Whenever a line below holds the word "県道養老赤坂線", copy that line.

→ **SUPPLIED MATERIAL**
* * * * *
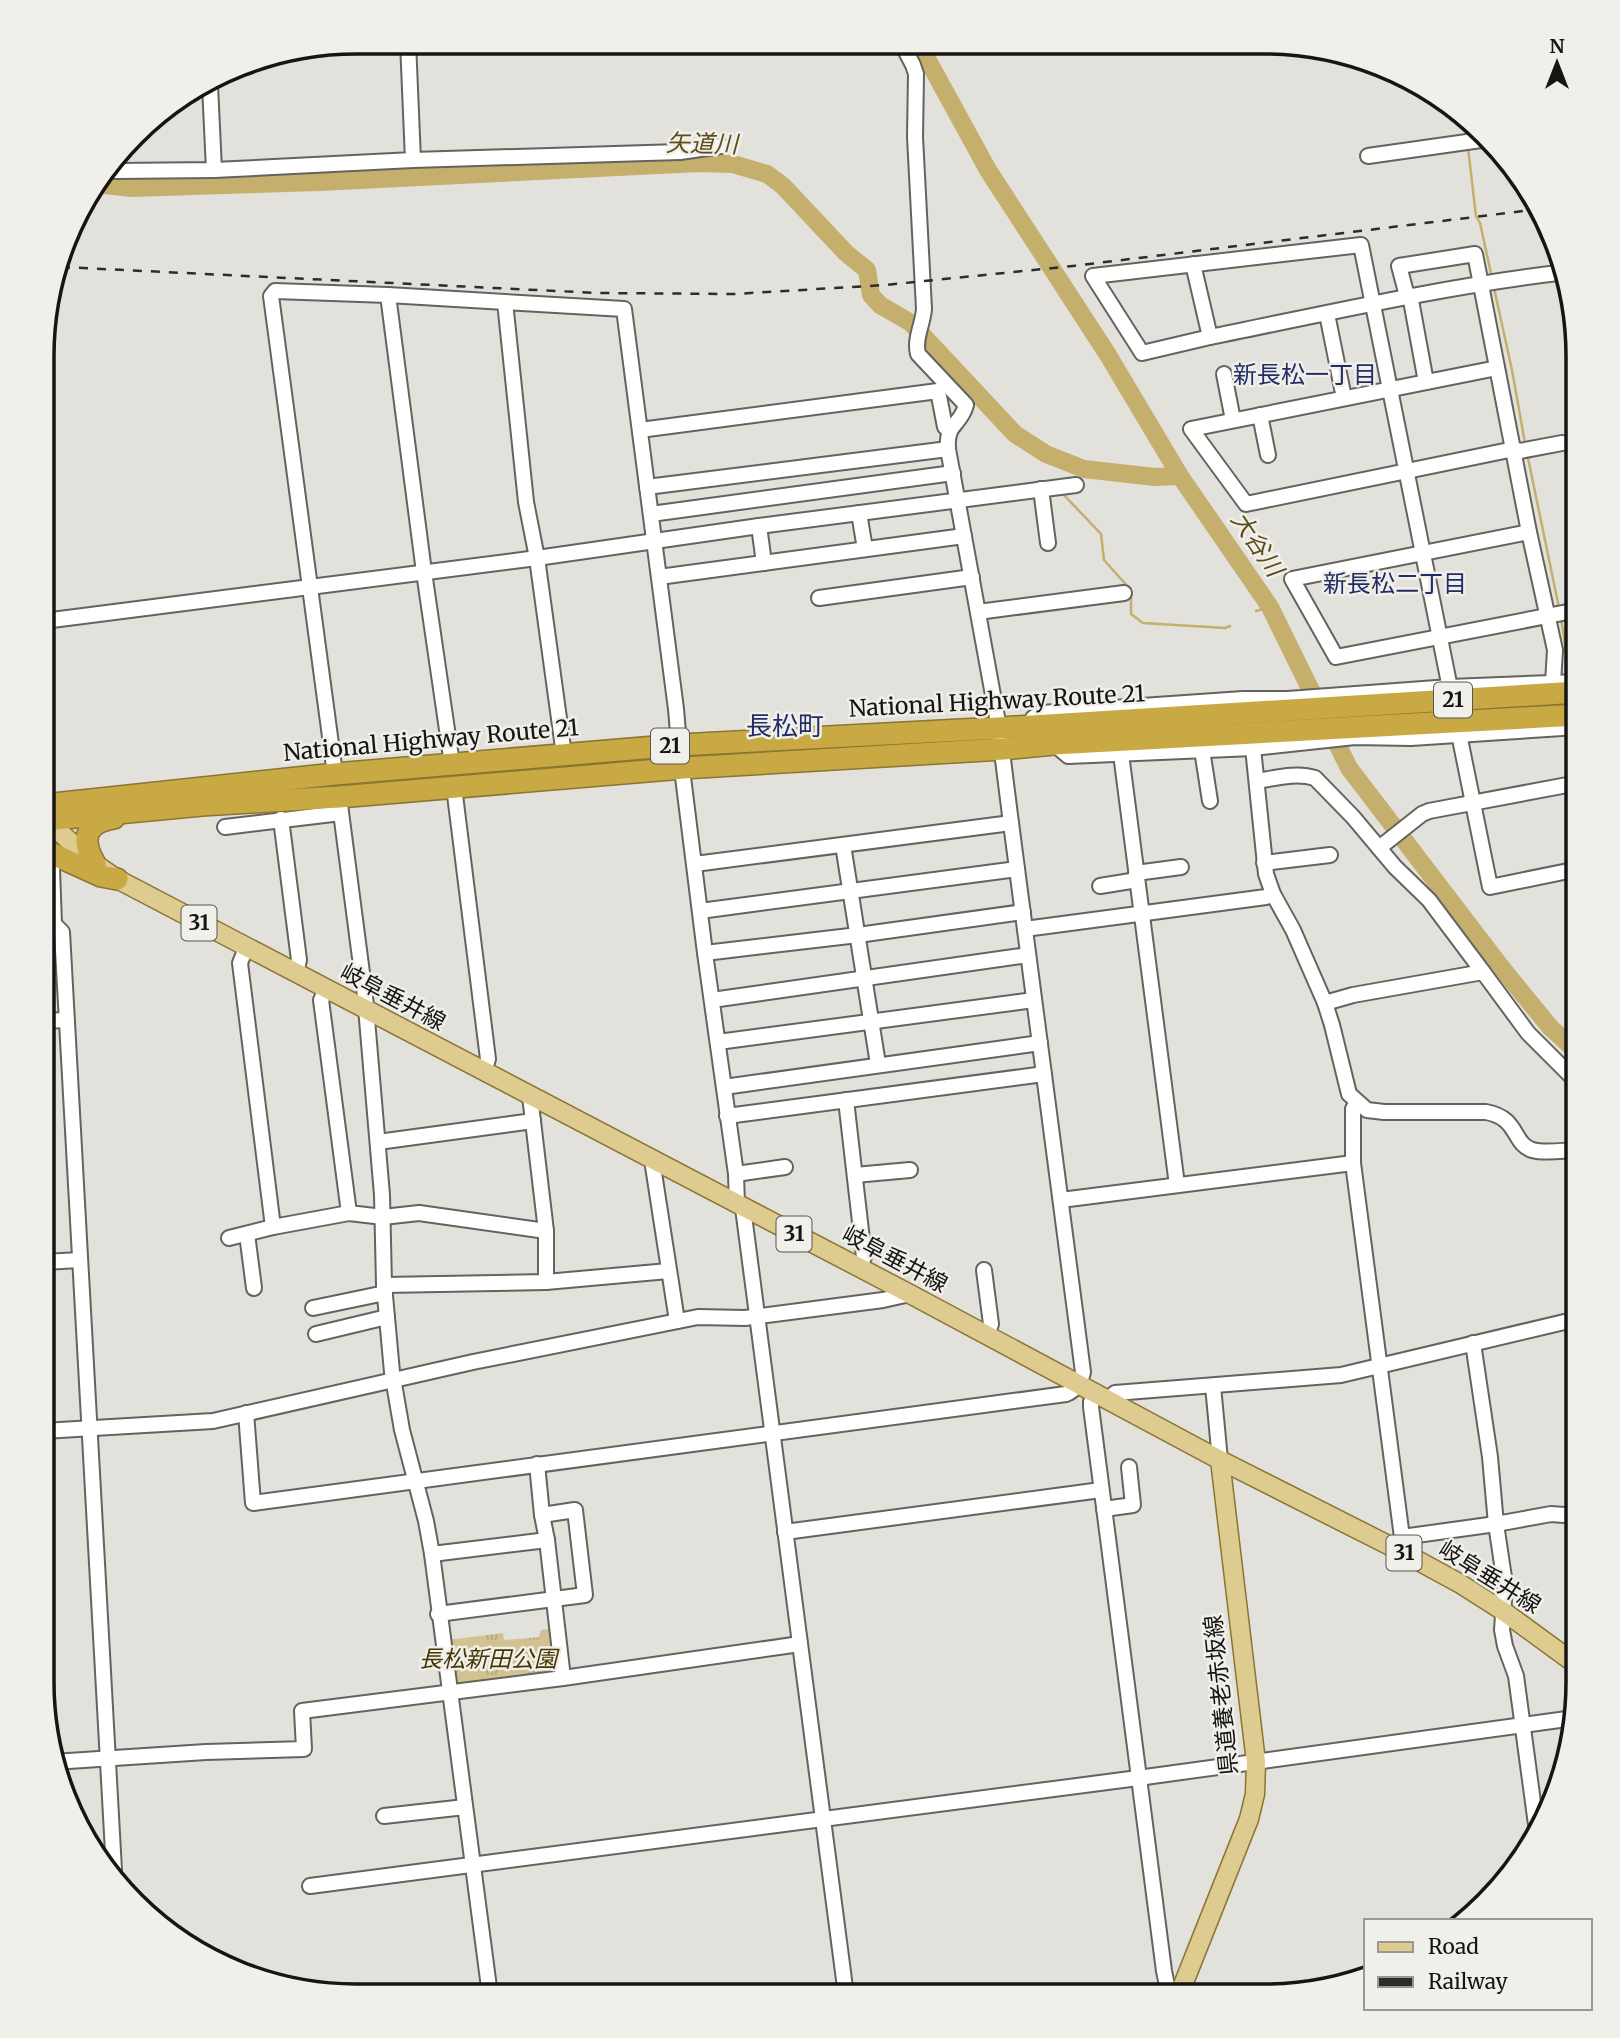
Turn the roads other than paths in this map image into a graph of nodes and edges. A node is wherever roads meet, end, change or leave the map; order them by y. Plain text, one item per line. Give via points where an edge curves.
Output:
1 (409, 54) edge
2 (908, 54) edge
3 (210, 92) edge
4 (1475, 141) edge
5 (721, 146) dead end
6 (1368, 156) dead end
7 (413, 160) junction
8 (214, 170) junction
9 (119, 171) edge
10 (1193, 264) junction
11 (1554, 274) edge
12 (1488, 282) junction
13 (388, 295) junction
14 (1408, 296) junction
15 (505, 302) junction
16 (1373, 304) junction
17 (1327, 314) junction
18 (1210, 337) junction
19 (1497, 368) junction
20 (1224, 374) dead end
21 (1426, 382) junction
22 (1389, 389) junction
23 (1344, 398) junction
24 (1260, 415) junction
25 (1233, 421) junction
26 (950, 429) junction
27 (640, 430) junction
28 (1563, 443) dead end
29 (948, 449) junction
30 (1522, 450) junction
31 (1268, 455) dead end
32 (786, 469) junction
33 (1407, 470) junction
34 (953, 473) junction
35 (1076, 485) dead end
36 (648, 487) junction
37 (1041, 489) junction
38 (826, 491) junction
39 (792, 495) junction
40 (958, 500) junction
41 (859, 513) junction
42 (651, 514) junction
43 (828, 517) junction
44 (799, 521) junction
45 (759, 526) junction
46 (1529, 532) junction
47 (964, 536) junction
48 (655, 541) junction
49 (1048, 543) dead end
50 (865, 549) junction
51 (1421, 553) junction
52 (537, 558) junction
53 (764, 563) junction
54 (424, 572) junction
55 (659, 577) junction
56 (972, 578) junction
57 (310, 587) junction
58 (1125, 593) dead end
59 (819, 598) dead end
60 (978, 612) junction
61 (1562, 612) edge
62 (54, 620) edge
63 (1438, 636) junction
64 (1566, 681) edge
65 (1566, 687) edge
66 (1566, 687) edge
67 (1450, 690) junction
68 (1343, 701) junction
69 (1298, 720) junction
70 (1566, 721) edge
71 (1566, 722) edge
72 (1458, 731) junction
73 (1352, 732) junction
74 (1001, 738) junction
75 (1054, 744) junction
76 (679, 746) junction
77 (1253, 748) junction
78 (1202, 750) junction
79 (1121, 754) junction
80 (564, 755) junction
81 (452, 764) junction
82 (683, 768) junction
83 (335, 774) junction
84 (1257, 781) junction
85 (1566, 785) edge
86 (454, 787) junction
87 (1210, 801) dead end
88 (1474, 803) junction
89 (202, 805) junction
90 (340, 805) junction
91 (54, 815) edge
92 (54, 815) edge
93 (281, 819) junction
94 (1011, 824) junction
95 (54, 825) edge
96 (225, 827) dead end
97 (843, 845) junction
98 (1382, 846) junction
99 (54, 854) edge
100 (1330, 855) dead end
101 (1264, 863) junction
102 (95, 864) junction
103 (695, 864) junction
104 (1181, 867) dead end
105 (1017, 869) junction
106 (1566, 871) edge
107 (1136, 876) junction
108 (117, 880) junction
109 (1100, 886) dead end
110 (850, 890) junction
111 (1273, 894) junction
112 (700, 911) junction
113 (1023, 912) junction
114 (1141, 914) junction
115 (54, 927) edge
116 (1025, 929) junction
117 (858, 935) junction
118 (246, 948) junction
119 (705, 953) junction
120 (1028, 955) junction
121 (1483, 972) junction
122 (296, 973) junction
123 (865, 977) junction
124 (326, 990) junction
125 (712, 1000) junction
126 (1034, 1000) junction
127 (1325, 1003) junction
128 (366, 1011) junction
129 (66, 1020) junction
130 (54, 1021) edge
131 (872, 1021) junction
132 (718, 1042) junction
133 (1040, 1042) junction
134 (878, 1064) junction
135 (1566, 1071) edge
136 (484, 1072) junction
137 (1044, 1074) junction
138 (724, 1087) junction
139 (530, 1097) junction
140 (846, 1100) junction
141 (1357, 1102) junction
142 (727, 1116) junction
143 (533, 1121) junction
144 (377, 1142) junction
145 (1566, 1150) edge
146 (652, 1160) junction
147 (1353, 1163) junction
148 (785, 1167) dead end
149 (910, 1170) dead end
150 (736, 1174) junction
151 (855, 1175) junction
152 (1177, 1185) junction
153 (1061, 1200) junction
154 (740, 1206) junction
155 (349, 1213) junction
156 (383, 1217) junction
157 (274, 1227) junction
158 (546, 1231) junction
159 (247, 1234) junction
160 (229, 1238) dead end
161 (80, 1259) junction
162 (54, 1261) edge
163 (859, 1268) junction
164 (984, 1270) dead end
165 (668, 1271) junction
166 (546, 1282) junction
167 (254, 1289) dead end
168 (384, 1289) junction
169 (910, 1294) junction
170 (313, 1308) dead end
171 (758, 1316) junction
172 (387, 1317) junction
173 (677, 1321) junction
174 (1566, 1321) edge
175 (316, 1335) dead end
176 (987, 1335) junction
177 (1473, 1343) junction
178 (1380, 1366) junction
179 (394, 1380) junction
180 (1078, 1383) junction
181 (1213, 1386) junction
182 (1102, 1396) junction
183 (246, 1413) junction
184 (89, 1429) junction
185 (54, 1431) edge
186 (772, 1433) junction
187 (1220, 1460) junction
188 (537, 1464) junction
189 (1129, 1468) dead end
190 (415, 1480) junction
191 (1101, 1490) junction
192 (1104, 1510) junction
193 (542, 1515) junction
194 (1566, 1515) edge
195 (1496, 1524) junction
196 (785, 1532) junction
197 (547, 1541) junction
198 (1402, 1544) junction
199 (432, 1554) junction
200 (554, 1599) junction
201 (1503, 1611) junction
202 (438, 1614) junction
203 (800, 1644) junction
204 (1566, 1657) edge
205 (563, 1678) junction
206 (449, 1693) junction
207 (1563, 1720) edge
208 (1523, 1726) junction
209 (107, 1759) junction
210 (65, 1761) edge
211 (1256, 1762) junction
212 (1138, 1778) junction
213 (465, 1807) junction
214 (1535, 1815) edge
215 (384, 1816) dead end
216 (824, 1818) junction
217 (113, 1860) edge
218 (472, 1866) junction
219 (310, 1886) dead end
220 (488, 1984) edge
221 (845, 1984) edge
222 (1167, 1984) edge
223 (1183, 1984) edge

1 - 7 street
2 - 26 street via 916,74 924,309 915,346 966,405
3 - 8 street
4 - 6 street
5 - 7 street via 680,152
7 - 8 street
8 - 9 street
10 - 16 street via 1361,245
10 - 18 street
10 - 18 street via 1093,276 1142,353
11 - 12 street
12 - 14 street
12 - 14 street via 1475,254 1399,266
12 - 19 street
13 - 15 street
13 - 54 street
13 - 57 street via 275,291 271,296
14 - 16 street
14 - 21 street
15 - 27 street via 624,309
15 - 52 street via 526,502
16 - 17 street
16 - 22 street
17 - 18 street
17 - 23 street
19 - 21 street
19 - 30 street
20 - 25 street
21 - 22 street
22 - 23 street
22 - 33 street
23 - 24 street
24 - 25 street
24 - 31 street
25 - 33 street via 1191,429 1246,505
26 - 27 street via 945,427 938,391
26 - 29 street
27 - 36 street
28 - 30 street
29 - 32 street
29 - 34 street
30 - 33 street
30 - 46 street
32 - 36 street
32 - 39 street
33 - 51 street
34 - 38 street
34 - 40 street
35 - 37 street
36 - 42 street
37 - 40 street
37 - 49 street
38 - 39 street
38 - 43 street
39 - 42 street
39 - 44 street
40 - 41 street
40 - 47 street
41 - 43 street
41 - 50 street
42 - 48 street
43 - 44 street
44 - 45 street
45 - 48 street
45 - 53 street
46 - 51 street
46 - 61 street
47 - 50 street
47 - 56 street
48 - 52 street
48 - 55 street
50 - 53 street
51 - 63 street
51 - 63 street via 1292,579 1336,657
52 - 54 street
52 - 80 street
53 - 55 street
54 - 57 street
54 - 81 street
55 - 76 street
56 - 59 street
56 - 60 street
57 - 62 street
57 - 83 street
58 - 60 street
60 - 74 street
61 - 63 street
61 - 64 street via 1555,650
63 - 67 street
65 - 67 street
66 - 68 highway, National Highway Route 21 / 21
67 - 68 street
68 - 69 highway, National Highway Route 21 / 21
69 - 73 highway, National Highway Route 21 / 21
69 - 74 highway, National Highway Route 21 / 21 via 1031,725
69 - 75 highway, National Highway Route 21 / 21
69 - 77 street
70 - 73 highway, National Highway Route 21 / 21
71 - 72 street
72 - 73 street via 1411,738
72 - 88 street
74 - 75 highway, National Highway Route 21 / 21
74 - 76 highway, National Highway Route 21 / 21
74 - 82 highway, National Highway Route 21 / 21
74 - 94 street
75 - 79 street via 1068,757
76 - 80 highway, National Highway Route 21 / 21
76 - 82 street
77 - 78 street
77 - 84 street
78 - 79 street
78 - 87 street
79 - 107 street
80 - 81 highway, National Highway Route 21 / 21
81 - 83 highway, National Highway Route 21 / 21
82 - 86 highway, National Highway Route 21 / 21
82 - 103 street
83 - 91 highway, National Highway Route 21 / 21
84 - 98 street via 1296,775 1315,778
84 - 101 street
85 - 88 street
86 - 90 highway, National Highway Route 21 / 21
86 - 136 street via 488,1059
88 - 98 street via 1429,811
88 - 106 street via 1490,887
89 - 90 highway, National Highway Route 21 / 21
89 - 92 highway, National Highway Route 21 / 21
89 - 102 highway, 21 via 102,820 86,840
90 - 93 street
90 - 128 street
93 - 96 street
93 - 122 street via 299,960
94 - 97 street
94 - 105 street
95 - 102 main road, 岐阜垂井線 / 31
97 - 103 street
97 - 110 street
98 - 121 street
99 - 108 highway
100 - 101 street
101 - 111 street
102 - 108 main road, 岐阜垂井線 / 31
103 - 112 street
104 - 107 street
105 - 110 street
105 - 113 street
107 - 109 street
107 - 114 street
108 - 118 main road, 岐阜垂井線 / 31
110 - 112 street
110 - 117 street
111 - 114 street
111 - 127 street
112 - 119 street
113 - 116 street
113 - 117 street
114 - 116 street
114 - 152 street
115 - 129 street via 62,932
116 - 120 street
117 - 119 street
117 - 123 street
118 - 122 main road, 岐阜垂井線 / 31
118 - 157 street via 240,963
119 - 125 street
120 - 123 street
120 - 126 street
121 - 127 street
121 - 135 street via 1528,1033
122 - 124 main road, 岐阜垂井線 / 31
123 - 125 street
123 - 131 street
124 - 128 main road, 岐阜垂井線 / 31
124 - 155 street via 321,1000
125 - 132 street
126 - 131 street
126 - 133 street
127 - 141 street via 1349,1094
128 - 136 main road, 岐阜垂井線 / 31
128 - 144 street
129 - 130 street
129 - 161 street
131 - 132 street
131 - 134 street
132 - 138 street
133 - 134 street
133 - 137 street
134 - 138 street
136 - 139 main road, 岐阜垂井線 / 31
137 - 140 street
137 - 153 street
138 - 142 street
139 - 143 street
139 - 146 main road, 岐阜垂井線 / 31
140 - 142 street
140 - 151 street
141 - 145 street via 1367,1110 1384,1112 1499,1114 1531,1149
141 - 147 street via 1353,1109
142 - 150 street
143 - 144 street
143 - 158 street
144 - 156 street
146 - 154 main road, 岐阜垂井線 / 31
146 - 165 street
147 - 152 street
147 - 178 street
148 - 150 street
149 - 151 street
150 - 154 street
151 - 163 street via 864,1257
152 - 153 street
153 - 180 street via 1083,1372
154 - 163 main road, 岐阜垂井線 / 31
154 - 171 street
155 - 156 street
155 - 157 street
156 - 158 street via 419,1213
156 - 168 street
157 - 159 street
158 - 166 street
159 - 160 street
159 - 167 street
161 - 162 street
161 - 184 street
163 - 169 main road, 岐阜垂井線 / 31
164 - 176 street via 991,1324
165 - 166 street
165 - 173 street
166 - 168 street
168 - 170 street
168 - 172 street
169 - 171 street
169 - 176 main road, 岐阜垂井線 / 31
171 - 173 street
171 - 186 street
172 - 175 street
172 - 179 street
173 - 179 street
174 - 177 street
176 - 180 main road, 岐阜垂井線 / 31
177 - 178 street
177 - 195 street
178 - 181 street via 1323,1377
178 - 198 street
179 - 183 street
179 - 190 street
180 - 182 main road, 岐阜垂井線 / 31
180 - 186 street via 1066,1394
181 - 182 street
181 - 187 street
182 - 187 main road, 岐阜垂井線 / 31
182 - 191 street via 1091,1402
183 - 184 street via 213,1421
183 - 190 street via 253,1503
184 - 185 street
184 - 209 street
186 - 188 street
186 - 196 street
187 - 198 main road, 岐阜垂井線 / 31
187 - 211 main road, 県道養老赤坂線
188 - 190 street
188 - 193 street
189 - 192 street via 1133,1505
190 - 199 street
191 - 192 street
191 - 196 street
192 - 212 street
193 - 197 street
193 - 200 street via 575,1510 585,1595
194 - 195 street
195 - 198 street
195 - 201 street via 1505,1584
196 - 203 street
197 - 199 street
197 - 200 street
198 - 201 main road, 岐阜垂井線 / 31
199 - 202 street
200 - 202 street
200 - 205 street
201 - 204 main road, 岐阜垂井線 / 31
201 - 208 street via 1502,1630 1516,1676
202 - 206 street
203 - 205 street
203 - 216 street
205 - 206 street
206 - 209 street via 302,1711 304,1749
206 - 213 street
207 - 208 street
208 - 211 street
208 - 214 street
209 - 210 street
209 - 217 street
211 - 212 street
211 - 223 main road, 県道養老赤坂線 via 1249,1819
212 - 216 street
212 - 222 street
213 - 215 street
213 - 218 street
216 - 218 street
216 - 221 street
218 - 219 street
218 - 220 street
* * * * *
→ **ANSWER TO THE PROBLEM**
187 - 211 main road, 県道養老赤坂線
211 - 223 main road, 県道養老赤坂線 via 1249,1819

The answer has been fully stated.